Work required: A single number is the whole answer: the count of lines in the records where "image" occurs.
BEGIN
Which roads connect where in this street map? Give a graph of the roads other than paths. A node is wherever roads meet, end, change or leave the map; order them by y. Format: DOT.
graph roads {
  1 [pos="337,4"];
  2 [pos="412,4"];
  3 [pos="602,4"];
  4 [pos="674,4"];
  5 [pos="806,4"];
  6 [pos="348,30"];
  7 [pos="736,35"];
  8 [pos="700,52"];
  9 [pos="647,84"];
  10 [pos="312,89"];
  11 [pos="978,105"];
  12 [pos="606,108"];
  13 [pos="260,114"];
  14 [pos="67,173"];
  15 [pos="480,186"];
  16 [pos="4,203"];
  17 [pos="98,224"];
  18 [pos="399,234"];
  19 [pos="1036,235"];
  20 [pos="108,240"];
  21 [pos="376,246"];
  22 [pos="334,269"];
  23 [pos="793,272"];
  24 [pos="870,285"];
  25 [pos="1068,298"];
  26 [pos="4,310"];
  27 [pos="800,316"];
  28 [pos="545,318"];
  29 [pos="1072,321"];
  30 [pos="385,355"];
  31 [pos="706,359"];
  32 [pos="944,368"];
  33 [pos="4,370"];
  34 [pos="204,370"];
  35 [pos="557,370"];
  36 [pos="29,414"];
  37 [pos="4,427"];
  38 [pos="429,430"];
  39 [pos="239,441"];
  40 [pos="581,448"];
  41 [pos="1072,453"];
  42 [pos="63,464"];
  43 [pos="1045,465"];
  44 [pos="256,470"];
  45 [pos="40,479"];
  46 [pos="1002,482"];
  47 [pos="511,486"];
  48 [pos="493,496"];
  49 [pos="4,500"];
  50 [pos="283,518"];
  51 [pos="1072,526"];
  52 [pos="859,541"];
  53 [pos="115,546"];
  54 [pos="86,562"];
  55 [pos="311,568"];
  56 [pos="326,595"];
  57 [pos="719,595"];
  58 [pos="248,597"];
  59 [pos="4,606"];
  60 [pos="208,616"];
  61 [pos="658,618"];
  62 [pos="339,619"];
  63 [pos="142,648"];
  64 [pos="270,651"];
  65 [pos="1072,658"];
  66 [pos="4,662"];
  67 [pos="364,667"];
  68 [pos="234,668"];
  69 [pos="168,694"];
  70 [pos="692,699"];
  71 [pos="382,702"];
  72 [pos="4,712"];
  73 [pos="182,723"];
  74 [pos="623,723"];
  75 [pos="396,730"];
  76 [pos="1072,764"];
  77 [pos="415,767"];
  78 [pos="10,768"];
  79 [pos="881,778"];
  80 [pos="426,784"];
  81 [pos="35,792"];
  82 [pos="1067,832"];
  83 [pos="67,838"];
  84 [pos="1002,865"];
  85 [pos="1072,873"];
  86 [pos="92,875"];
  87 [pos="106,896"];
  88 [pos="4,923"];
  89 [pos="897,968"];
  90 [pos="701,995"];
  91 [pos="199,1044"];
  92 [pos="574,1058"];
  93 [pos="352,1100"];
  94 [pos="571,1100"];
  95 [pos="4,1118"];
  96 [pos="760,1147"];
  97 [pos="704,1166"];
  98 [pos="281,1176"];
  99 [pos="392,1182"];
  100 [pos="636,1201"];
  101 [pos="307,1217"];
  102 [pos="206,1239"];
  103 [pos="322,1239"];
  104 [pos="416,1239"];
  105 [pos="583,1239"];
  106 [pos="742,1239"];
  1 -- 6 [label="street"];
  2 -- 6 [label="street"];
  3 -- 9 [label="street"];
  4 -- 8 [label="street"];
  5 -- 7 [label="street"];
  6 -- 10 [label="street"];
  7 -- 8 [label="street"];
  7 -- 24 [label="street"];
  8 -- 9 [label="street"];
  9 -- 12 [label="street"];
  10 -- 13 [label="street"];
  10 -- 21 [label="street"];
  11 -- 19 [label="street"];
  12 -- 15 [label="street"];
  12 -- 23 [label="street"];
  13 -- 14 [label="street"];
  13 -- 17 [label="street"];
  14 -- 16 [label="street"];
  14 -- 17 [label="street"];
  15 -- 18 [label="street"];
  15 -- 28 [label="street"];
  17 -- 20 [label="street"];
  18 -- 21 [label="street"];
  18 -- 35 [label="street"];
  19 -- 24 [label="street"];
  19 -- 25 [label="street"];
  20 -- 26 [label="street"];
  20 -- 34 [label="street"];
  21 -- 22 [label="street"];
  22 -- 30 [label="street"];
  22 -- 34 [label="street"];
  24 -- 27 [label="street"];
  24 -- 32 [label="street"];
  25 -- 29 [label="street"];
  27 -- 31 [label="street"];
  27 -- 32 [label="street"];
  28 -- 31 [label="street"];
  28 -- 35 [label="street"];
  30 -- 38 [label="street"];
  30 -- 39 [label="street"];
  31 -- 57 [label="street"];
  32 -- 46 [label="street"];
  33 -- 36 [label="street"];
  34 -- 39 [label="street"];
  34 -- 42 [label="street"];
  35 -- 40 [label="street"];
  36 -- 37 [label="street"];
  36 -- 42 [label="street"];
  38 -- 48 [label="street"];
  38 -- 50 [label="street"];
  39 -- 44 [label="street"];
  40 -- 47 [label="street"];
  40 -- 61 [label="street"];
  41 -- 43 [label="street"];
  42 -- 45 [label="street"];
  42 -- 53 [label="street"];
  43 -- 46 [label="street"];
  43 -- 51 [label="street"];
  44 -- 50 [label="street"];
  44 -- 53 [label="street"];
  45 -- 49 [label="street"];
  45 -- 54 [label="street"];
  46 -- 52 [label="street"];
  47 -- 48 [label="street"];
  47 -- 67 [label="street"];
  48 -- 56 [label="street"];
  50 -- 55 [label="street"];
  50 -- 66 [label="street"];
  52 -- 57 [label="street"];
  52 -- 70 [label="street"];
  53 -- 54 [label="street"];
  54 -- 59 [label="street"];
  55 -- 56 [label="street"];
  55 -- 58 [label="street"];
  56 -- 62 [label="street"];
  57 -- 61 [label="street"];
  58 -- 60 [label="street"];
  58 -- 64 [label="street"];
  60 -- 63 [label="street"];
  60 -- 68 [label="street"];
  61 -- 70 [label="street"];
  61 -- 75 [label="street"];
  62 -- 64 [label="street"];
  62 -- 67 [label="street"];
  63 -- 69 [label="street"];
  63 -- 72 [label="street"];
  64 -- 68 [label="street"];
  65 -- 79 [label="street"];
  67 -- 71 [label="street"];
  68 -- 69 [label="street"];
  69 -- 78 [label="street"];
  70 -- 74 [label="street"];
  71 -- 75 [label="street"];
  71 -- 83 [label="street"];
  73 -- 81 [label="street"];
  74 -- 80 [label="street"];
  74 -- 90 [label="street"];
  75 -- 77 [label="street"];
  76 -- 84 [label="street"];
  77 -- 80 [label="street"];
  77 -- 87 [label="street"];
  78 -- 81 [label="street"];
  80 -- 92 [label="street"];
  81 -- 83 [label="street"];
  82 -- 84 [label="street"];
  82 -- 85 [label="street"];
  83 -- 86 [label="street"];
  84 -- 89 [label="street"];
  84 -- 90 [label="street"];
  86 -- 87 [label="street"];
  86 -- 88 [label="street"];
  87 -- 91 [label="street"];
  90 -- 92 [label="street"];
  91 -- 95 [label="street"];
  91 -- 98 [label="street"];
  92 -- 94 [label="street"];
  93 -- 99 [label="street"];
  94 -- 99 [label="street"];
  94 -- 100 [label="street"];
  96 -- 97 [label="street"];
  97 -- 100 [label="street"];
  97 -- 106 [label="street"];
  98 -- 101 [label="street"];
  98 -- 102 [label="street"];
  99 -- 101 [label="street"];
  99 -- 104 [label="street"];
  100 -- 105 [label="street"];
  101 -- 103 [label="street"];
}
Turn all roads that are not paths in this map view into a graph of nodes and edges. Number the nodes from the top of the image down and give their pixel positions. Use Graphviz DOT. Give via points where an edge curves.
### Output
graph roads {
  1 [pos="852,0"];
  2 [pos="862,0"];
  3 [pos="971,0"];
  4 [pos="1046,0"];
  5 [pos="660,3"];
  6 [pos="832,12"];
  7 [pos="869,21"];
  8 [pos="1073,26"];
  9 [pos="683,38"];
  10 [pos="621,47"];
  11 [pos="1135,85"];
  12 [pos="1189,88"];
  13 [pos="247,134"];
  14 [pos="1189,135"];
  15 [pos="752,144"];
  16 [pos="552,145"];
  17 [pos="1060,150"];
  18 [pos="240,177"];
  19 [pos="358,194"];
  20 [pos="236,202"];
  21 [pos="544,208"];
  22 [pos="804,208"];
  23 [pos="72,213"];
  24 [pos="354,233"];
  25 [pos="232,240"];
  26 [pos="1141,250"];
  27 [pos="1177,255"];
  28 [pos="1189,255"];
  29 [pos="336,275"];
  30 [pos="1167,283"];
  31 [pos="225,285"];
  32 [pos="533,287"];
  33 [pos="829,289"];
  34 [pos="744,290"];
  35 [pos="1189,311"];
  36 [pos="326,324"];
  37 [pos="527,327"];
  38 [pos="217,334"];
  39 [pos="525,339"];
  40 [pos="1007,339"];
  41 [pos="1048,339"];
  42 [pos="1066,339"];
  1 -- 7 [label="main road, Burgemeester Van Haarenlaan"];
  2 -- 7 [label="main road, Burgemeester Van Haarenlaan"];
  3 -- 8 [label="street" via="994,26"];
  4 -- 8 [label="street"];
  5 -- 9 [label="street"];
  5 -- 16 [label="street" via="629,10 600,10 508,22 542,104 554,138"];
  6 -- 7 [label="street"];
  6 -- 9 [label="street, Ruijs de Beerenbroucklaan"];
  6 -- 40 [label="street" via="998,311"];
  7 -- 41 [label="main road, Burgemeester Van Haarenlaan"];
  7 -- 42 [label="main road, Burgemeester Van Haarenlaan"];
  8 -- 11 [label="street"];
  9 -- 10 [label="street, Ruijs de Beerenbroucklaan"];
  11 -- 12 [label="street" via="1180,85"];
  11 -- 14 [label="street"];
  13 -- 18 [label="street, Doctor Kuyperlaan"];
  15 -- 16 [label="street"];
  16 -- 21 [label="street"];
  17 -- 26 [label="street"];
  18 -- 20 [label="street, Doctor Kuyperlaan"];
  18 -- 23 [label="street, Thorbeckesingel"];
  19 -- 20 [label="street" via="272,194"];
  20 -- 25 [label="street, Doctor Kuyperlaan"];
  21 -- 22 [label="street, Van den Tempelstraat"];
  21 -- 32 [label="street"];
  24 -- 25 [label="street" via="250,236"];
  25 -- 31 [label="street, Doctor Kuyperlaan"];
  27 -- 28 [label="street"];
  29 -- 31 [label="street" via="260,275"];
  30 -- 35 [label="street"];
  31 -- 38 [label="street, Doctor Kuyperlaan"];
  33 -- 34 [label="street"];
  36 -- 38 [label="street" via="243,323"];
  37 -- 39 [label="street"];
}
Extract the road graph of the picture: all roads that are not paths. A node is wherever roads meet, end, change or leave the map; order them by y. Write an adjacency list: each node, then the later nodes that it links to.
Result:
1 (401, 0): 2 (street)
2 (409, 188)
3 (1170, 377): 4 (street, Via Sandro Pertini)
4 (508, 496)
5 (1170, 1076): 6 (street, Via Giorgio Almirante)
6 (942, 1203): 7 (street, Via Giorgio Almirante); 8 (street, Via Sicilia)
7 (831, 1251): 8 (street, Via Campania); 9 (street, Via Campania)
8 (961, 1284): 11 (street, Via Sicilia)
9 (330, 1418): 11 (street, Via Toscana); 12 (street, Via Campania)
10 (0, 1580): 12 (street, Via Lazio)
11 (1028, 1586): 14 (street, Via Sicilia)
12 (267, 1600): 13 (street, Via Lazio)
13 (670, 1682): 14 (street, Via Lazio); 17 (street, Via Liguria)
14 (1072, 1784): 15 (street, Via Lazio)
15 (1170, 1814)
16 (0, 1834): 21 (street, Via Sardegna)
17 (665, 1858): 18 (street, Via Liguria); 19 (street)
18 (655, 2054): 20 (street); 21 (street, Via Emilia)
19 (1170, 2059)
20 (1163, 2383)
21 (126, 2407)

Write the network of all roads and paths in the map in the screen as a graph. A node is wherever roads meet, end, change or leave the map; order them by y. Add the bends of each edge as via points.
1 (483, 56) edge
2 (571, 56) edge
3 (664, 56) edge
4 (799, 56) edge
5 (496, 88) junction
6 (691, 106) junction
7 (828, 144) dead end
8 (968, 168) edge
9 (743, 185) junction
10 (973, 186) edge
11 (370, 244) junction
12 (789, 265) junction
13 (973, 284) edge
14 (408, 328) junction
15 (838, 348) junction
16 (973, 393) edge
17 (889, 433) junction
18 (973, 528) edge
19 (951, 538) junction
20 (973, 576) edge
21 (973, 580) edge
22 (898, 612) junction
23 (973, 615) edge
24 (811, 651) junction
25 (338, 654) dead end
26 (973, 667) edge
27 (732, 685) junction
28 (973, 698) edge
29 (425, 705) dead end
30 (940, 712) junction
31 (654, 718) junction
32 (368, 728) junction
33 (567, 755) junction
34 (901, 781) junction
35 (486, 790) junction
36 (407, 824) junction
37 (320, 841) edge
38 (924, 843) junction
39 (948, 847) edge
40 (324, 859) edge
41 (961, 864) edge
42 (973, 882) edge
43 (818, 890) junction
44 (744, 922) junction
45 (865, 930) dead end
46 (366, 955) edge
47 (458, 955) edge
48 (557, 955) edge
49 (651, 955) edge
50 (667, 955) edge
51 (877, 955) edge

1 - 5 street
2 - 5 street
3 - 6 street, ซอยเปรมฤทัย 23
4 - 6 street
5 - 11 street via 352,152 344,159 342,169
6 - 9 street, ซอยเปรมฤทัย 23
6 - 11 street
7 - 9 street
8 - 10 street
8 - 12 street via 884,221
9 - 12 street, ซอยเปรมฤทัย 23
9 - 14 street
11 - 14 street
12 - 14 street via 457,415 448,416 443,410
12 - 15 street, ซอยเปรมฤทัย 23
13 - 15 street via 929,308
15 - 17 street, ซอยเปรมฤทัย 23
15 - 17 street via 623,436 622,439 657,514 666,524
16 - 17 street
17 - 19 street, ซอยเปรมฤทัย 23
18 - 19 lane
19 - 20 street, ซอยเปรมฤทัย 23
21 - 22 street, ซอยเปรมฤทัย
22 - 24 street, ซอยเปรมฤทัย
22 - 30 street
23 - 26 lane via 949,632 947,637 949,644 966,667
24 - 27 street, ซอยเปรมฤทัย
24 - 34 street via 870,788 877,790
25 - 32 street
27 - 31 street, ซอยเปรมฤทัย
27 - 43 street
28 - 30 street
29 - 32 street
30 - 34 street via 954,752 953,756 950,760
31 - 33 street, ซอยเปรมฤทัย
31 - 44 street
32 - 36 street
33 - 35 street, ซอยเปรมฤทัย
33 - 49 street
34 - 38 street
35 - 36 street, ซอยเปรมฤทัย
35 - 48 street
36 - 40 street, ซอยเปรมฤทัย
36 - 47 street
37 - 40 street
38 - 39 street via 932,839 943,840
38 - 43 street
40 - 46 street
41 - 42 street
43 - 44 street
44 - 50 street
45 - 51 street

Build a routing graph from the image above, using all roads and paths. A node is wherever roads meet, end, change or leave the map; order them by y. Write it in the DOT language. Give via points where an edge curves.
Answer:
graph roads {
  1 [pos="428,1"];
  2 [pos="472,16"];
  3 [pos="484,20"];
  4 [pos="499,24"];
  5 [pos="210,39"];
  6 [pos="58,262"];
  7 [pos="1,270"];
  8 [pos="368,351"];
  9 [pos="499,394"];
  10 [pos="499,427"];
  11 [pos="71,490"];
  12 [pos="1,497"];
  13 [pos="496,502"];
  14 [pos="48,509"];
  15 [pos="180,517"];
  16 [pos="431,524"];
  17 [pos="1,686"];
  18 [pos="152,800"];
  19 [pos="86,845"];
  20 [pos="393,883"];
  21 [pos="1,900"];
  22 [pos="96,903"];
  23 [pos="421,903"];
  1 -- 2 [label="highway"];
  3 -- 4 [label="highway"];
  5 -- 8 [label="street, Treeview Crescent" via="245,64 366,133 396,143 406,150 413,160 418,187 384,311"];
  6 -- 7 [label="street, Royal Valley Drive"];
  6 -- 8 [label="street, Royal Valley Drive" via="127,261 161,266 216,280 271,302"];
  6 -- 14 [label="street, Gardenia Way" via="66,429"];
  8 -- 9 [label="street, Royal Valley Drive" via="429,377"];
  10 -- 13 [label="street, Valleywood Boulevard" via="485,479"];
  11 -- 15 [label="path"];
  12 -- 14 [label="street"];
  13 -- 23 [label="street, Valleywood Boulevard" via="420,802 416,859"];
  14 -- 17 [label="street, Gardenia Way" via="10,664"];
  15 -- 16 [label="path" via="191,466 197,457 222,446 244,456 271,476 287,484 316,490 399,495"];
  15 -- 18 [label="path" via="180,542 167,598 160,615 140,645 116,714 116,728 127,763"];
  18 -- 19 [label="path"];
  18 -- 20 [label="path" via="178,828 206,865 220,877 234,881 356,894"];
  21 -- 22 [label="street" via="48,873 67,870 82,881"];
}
END
Exercise answer: 2